However, like for other developing countries in Central Africa, recent and first-hand data regarding the involvement of hepatitis B and C viruses in HCC is rather limited [14]. The few available studies carried out in Cameroon bring out essentially the clinical, epidemiological and diagnostic aspects of HCC resulting from cross sectional analyses [15, 16]. So far, information on the respective involvement of HBV and HCV in HCC remains unknown. The current study was undertaken to assess the risk associated with the three viruses in HCC-cases compared to HCC-control (non-hepatic disease) Cameroonian patients using a case–control study.
Methods
Patients
A case–control study was performed. Cases were made of HCC patients consecutively enrolled in the Gastroenterology and Radiology Units of Central Hospital, Yaoundé between February 2013 and January 2014. They were individually 1:1 paired-matched by sex and age (±5 years) with control subjects consecutively selected and represented by patients without clinical symptom of liver diseases attending at the same period the same medical departments.

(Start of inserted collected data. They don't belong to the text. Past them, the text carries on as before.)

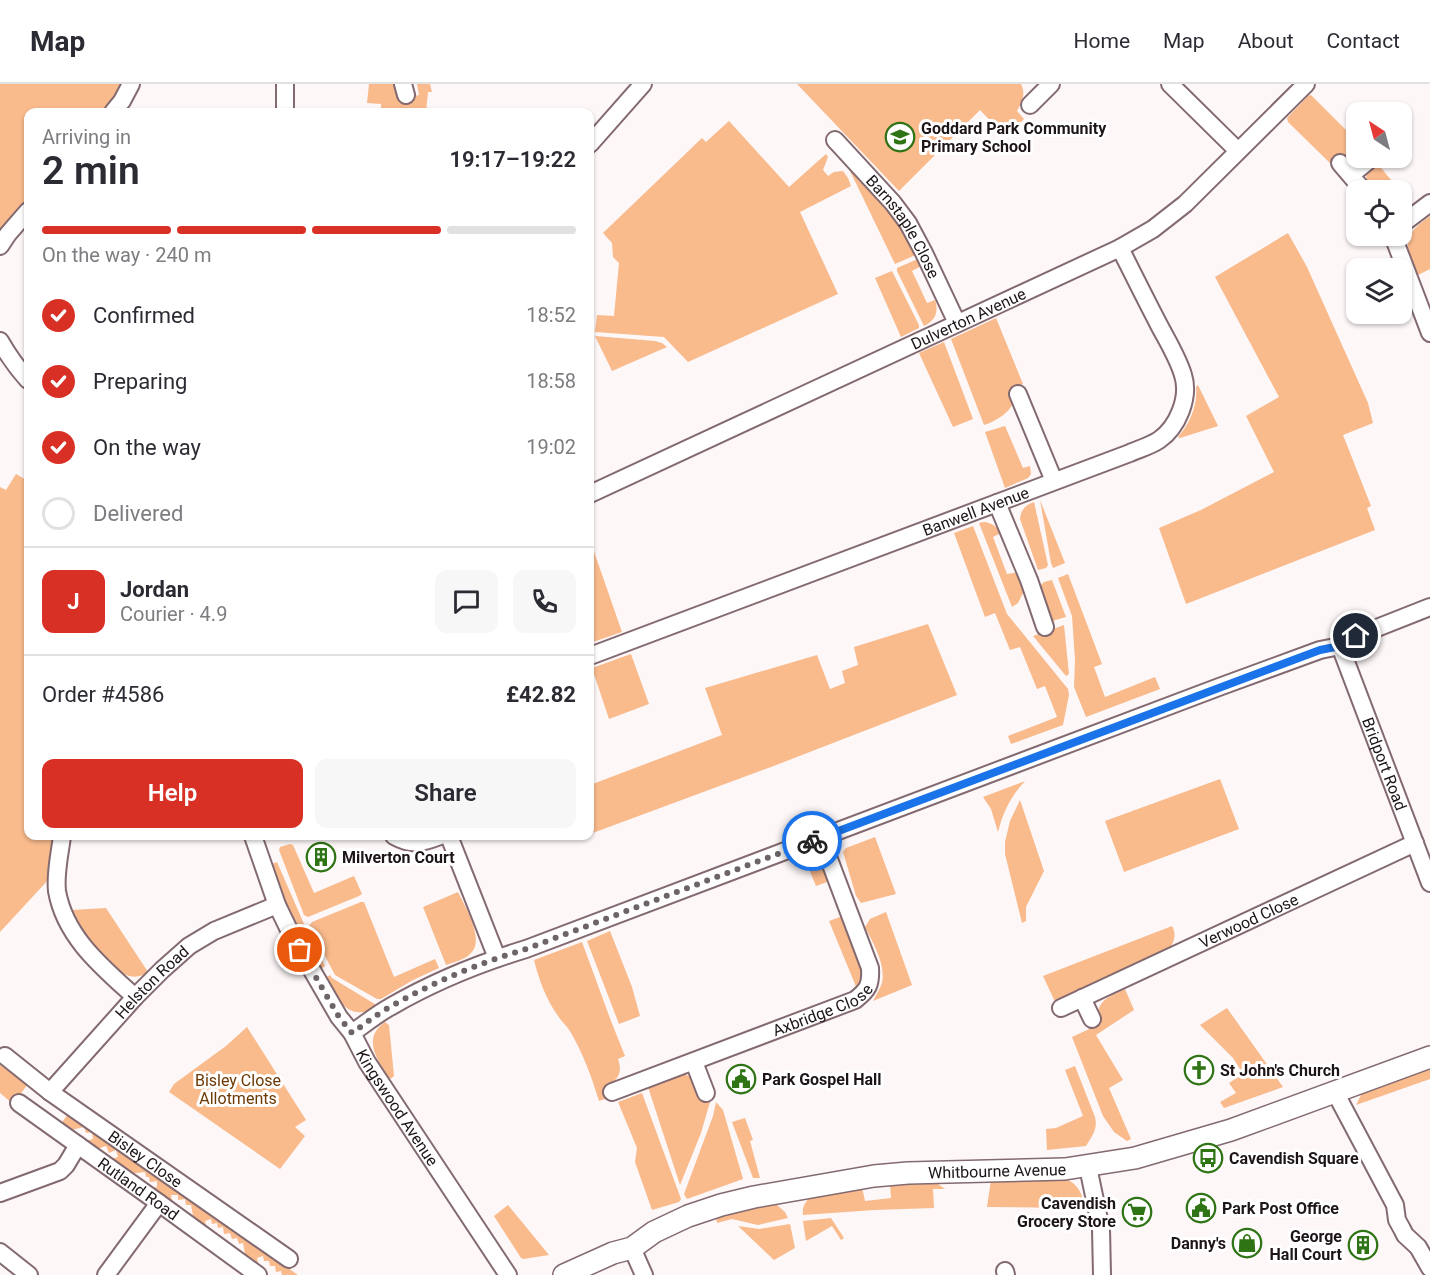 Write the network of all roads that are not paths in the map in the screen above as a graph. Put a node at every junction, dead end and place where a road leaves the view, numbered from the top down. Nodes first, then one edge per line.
1 (131, 84) edge
2 (285, 84) edge
3 (644, 84) edge
4 (1051, 84) edge
5 (1170, 84) edge
6 (1306, 84) edge
7 (1030, 105) dead end
8 (116, 108) edge
9 (285, 108) edge
10 (594, 140) edge
11 (835, 140) dead end
12 (1238, 151) junction
13 (1349, 168) edge
14 (1355, 180) edge
15 (1430, 203) edge
16 (24, 216) edge
17 (1412, 217) edge
18 (0, 246) edge
19 (1397, 246) edge
20 (1120, 248) junction
21 (957, 323) junction
22 (1430, 333) edge
23 (0, 341) edge
24 (24, 376) edge
25 (1018, 394) dead end
26 (1054, 481) junction
27 (594, 492) edge
28 (997, 503) junction
29 (1430, 607) edge
30 (1046, 627) dead end
31 (1340, 646) junction
32 (594, 654) edge
33 (821, 838) junction
34 (61, 840) edge
35 (254, 840) edge
36 (401, 840) edge
37 (429, 840) edge
38 (451, 840) edge
39 (1414, 843) junction
40 (1430, 883) edge
41 (277, 905) junction
42 (497, 958) junction
43 (135, 997) junction
44 (1082, 999) junction
45 (1061, 1008) dead end
46 (1092, 1019) dead end
47 (352, 1033) junction
48 (5, 1056) dead end
49 (1430, 1057) edge
50 (694, 1062) junction
51 (50, 1092) junction
52 (612, 1092) dead end
53 (1335, 1092) junction
54 (705, 1093) dead end
55 (19, 1103) dead end
56 (78, 1145) junction
57 (1088, 1167) junction
58 (0, 1193) edge
59 (159, 1203) junction
60 (632, 1248) junction
61 (0, 1252) edge
62 (289, 1259) dead end
63 (1430, 1268) edge
64 (29, 1275) edge
65 (106, 1275) edge
66 (258, 1275) edge
67 (508, 1275) edge
68 (564, 1275) edge
69 (644, 1275) edge
70 (1102, 1275) edge

1 - 8 street
2 - 9 street
3 - 10 street
4 - 7 street
5 - 12 street
6 - 12 street, Dulverton Avenue
11 - 21 street, Barnstaple Close
12 - 20 street, Dulverton Avenue
13 - 14 street
15 - 17 street
16 - 18 street
19 - 22 street
20 - 21 street, Dulverton Avenue
20 - 26 street, Banwell Avenue
21 - 27 street, Dulverton Avenue
23 - 24 street
25 - 26 street
26 - 28 street, Banwell Avenue
28 - 30 street
28 - 32 street, Banwell Avenue
29 - 31 street
31 - 33 street
31 - 39 street, Bridport Road
33 - 42 street
33 - 50 street, Axbridge Close
34 - 43 street
35 - 41 street, Kingswood Avenue
36 - 37 street
38 - 42 street
39 - 40 street, Bridport Road
39 - 44 street, Verwood Close
41 - 43 street, Helston Road
41 - 47 street, Kingswood Avenue
42 - 47 street
43 - 51 street, Helston Road
44 - 45 street, Verwood Close
44 - 46 street
47 - 67 street, Kingswood Avenue
48 - 51 street, Bisley Close
49 - 53 street, Whitbourne Avenue
50 - 52 street, Axbridge Close
50 - 54 street
51 - 62 street, Bisley Close
53 - 57 street, Whitbourne Avenue
53 - 63 street
55 - 56 street, Rutland Road
56 - 58 street
56 - 59 street, Rutland Road
57 - 60 street, Whitbourne Avenue
57 - 70 street
59 - 65 street
59 - 66 street, Rutland Road
60 - 68 street, Whitbourne Avenue
60 - 69 street
61 - 64 street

The diagnosis of HCC was based on presence of a liver mass at ultrasound and, when possible, histology of tissues samples together with elevation of serum alpha-fetoprotein (AFP) (>400 ng/ml) levels. Of the 88 HCC cases included, 61 % (n = 54) were found with AFP levels of 400 ng/mL or higher, 20.5 % (n = 18) had AFP level less than 400 ng/mL or above normal values (>16.5 ng/mL). In the remaining cases (n = 16) AFP were found normal (<16.5 ng/mL). Inclusion criteria for control subjects without clinical evidence of liver disease were the absence of previously known hepatitis, the presence of normal level of serum AFP (<16.5 ng/ml) and no liver mass at ultrasound examination. Written informed consent was obtained from all the patients (or from parents, in the case of children). The study protocol conformed to the ethical guidelines of the 1975 declaration of Helsinki was approved by the National Ethics Committee and the Ministry of Health of Cameroon. All the cases and controls were interviewed using a standard questionnaire that gathered information on demographic characteristics, past medical history, family history of liver disease, history of alcohol drinking, cigarette smoking, dietary history and history of blood transfusion. All the blood samples collected were aliquoted and stored at −80 °C until analyzed.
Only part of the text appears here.